▶ Exercise instructions
Make an exact copy of all the records.

· · · ·

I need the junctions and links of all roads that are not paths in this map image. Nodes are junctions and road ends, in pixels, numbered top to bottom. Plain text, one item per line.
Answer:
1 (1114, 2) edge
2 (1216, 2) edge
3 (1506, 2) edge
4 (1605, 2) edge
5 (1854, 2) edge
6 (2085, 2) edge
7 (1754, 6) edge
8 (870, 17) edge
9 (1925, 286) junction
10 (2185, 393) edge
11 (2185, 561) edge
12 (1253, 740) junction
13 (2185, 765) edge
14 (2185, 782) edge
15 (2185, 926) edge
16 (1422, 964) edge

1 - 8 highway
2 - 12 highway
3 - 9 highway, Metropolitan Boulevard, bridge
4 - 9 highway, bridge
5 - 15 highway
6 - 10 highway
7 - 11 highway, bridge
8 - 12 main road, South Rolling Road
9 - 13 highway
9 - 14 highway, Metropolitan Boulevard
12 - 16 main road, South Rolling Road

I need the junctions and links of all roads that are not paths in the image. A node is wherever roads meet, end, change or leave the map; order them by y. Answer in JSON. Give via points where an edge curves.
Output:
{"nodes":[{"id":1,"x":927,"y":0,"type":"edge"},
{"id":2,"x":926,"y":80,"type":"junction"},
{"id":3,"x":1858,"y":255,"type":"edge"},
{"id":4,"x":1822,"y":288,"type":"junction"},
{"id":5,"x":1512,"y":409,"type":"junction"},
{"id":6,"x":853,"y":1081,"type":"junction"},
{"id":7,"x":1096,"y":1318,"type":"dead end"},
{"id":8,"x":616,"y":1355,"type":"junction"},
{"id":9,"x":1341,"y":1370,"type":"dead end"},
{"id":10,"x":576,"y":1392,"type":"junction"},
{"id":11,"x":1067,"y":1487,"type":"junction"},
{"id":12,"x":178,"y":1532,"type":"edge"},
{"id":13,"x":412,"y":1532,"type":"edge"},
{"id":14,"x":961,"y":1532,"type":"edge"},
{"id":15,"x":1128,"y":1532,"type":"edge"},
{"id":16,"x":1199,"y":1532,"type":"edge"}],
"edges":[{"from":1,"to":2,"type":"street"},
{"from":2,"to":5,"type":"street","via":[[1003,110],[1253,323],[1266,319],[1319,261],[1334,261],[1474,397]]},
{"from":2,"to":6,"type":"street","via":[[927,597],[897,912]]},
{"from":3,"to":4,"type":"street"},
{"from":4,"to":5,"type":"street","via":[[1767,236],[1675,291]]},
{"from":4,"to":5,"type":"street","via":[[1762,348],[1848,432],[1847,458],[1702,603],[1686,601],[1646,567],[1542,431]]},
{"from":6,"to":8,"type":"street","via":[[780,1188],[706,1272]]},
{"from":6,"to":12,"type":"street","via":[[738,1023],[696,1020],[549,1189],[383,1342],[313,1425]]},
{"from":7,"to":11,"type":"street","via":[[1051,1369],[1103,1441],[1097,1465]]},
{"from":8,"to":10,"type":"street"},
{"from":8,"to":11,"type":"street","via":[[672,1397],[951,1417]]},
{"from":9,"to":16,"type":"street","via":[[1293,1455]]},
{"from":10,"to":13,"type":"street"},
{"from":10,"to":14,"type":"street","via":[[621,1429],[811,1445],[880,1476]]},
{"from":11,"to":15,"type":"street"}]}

· · · ·

▶ Result of the exercise
I need the junctions and links of all roads that are not paths in this map image. Nodes are junctions and road ends, in pixels, numbered top to bottom. Plain text, one item per line.
Answer:
1 (1114, 2) edge
2 (1216, 2) edge
3 (1506, 2) edge
4 (1605, 2) edge
5 (1854, 2) edge
6 (2085, 2) edge
7 (1754, 6) edge
8 (870, 17) edge
9 (1925, 286) junction
10 (2185, 393) edge
11 (2185, 561) edge
12 (1253, 740) junction
13 (2185, 765) edge
14 (2185, 782) edge
15 (2185, 926) edge
16 (1422, 964) edge

1 - 8 highway
2 - 12 highway
3 - 9 highway, Metropolitan Boulevard, bridge
4 - 9 highway, bridge
5 - 15 highway
6 - 10 highway
7 - 11 highway, bridge
8 - 12 main road, South Rolling Road
9 - 13 highway
9 - 14 highway, Metropolitan Boulevard
12 - 16 main road, South Rolling Road

I need the junctions and links of all roads that are not paths in the image. A node is wherever roads meet, end, change or leave the map; order them by y. Answer in JSON. Give via points where an edge curves.
Output:
{"nodes":[{"id":1,"x":927,"y":0,"type":"edge"},
{"id":2,"x":926,"y":80,"type":"junction"},
{"id":3,"x":1858,"y":255,"type":"edge"},
{"id":4,"x":1822,"y":288,"type":"junction"},
{"id":5,"x":1512,"y":409,"type":"junction"},
{"id":6,"x":853,"y":1081,"type":"junction"},
{"id":7,"x":1096,"y":1318,"type":"dead end"},
{"id":8,"x":616,"y":1355,"type":"junction"},
{"id":9,"x":1341,"y":1370,"type":"dead end"},
{"id":10,"x":576,"y":1392,"type":"junction"},
{"id":11,"x":1067,"y":1487,"type":"junction"},
{"id":12,"x":178,"y":1532,"type":"edge"},
{"id":13,"x":412,"y":1532,"type":"edge"},
{"id":14,"x":961,"y":1532,"type":"edge"},
{"id":15,"x":1128,"y":1532,"type":"edge"},
{"id":16,"x":1199,"y":1532,"type":"edge"}],
"edges":[{"from":1,"to":2,"type":"street"},
{"from":2,"to":5,"type":"street","via":[[1003,110],[1253,323],[1266,319],[1319,261],[1334,261],[1474,397]]},
{"from":2,"to":6,"type":"street","via":[[927,597],[897,912]]},
{"from":3,"to":4,"type":"street"},
{"from":4,"to":5,"type":"street","via":[[1767,236],[1675,291]]},
{"from":4,"to":5,"type":"street","via":[[1762,348],[1848,432],[1847,458],[1702,603],[1686,601],[1646,567],[1542,431]]},
{"from":6,"to":8,"type":"street","via":[[780,1188],[706,1272]]},
{"from":6,"to":12,"type":"street","via":[[738,1023],[696,1020],[549,1189],[383,1342],[313,1425]]},
{"from":7,"to":11,"type":"street","via":[[1051,1369],[1103,1441],[1097,1465]]},
{"from":8,"to":10,"type":"street"},
{"from":8,"to":11,"type":"street","via":[[672,1397],[951,1417]]},
{"from":9,"to":16,"type":"street","via":[[1293,1455]]},
{"from":10,"to":13,"type":"street"},
{"from":10,"to":14,"type":"street","via":[[621,1429],[811,1445],[880,1476]]},
{"from":11,"to":15,"type":"street"}]}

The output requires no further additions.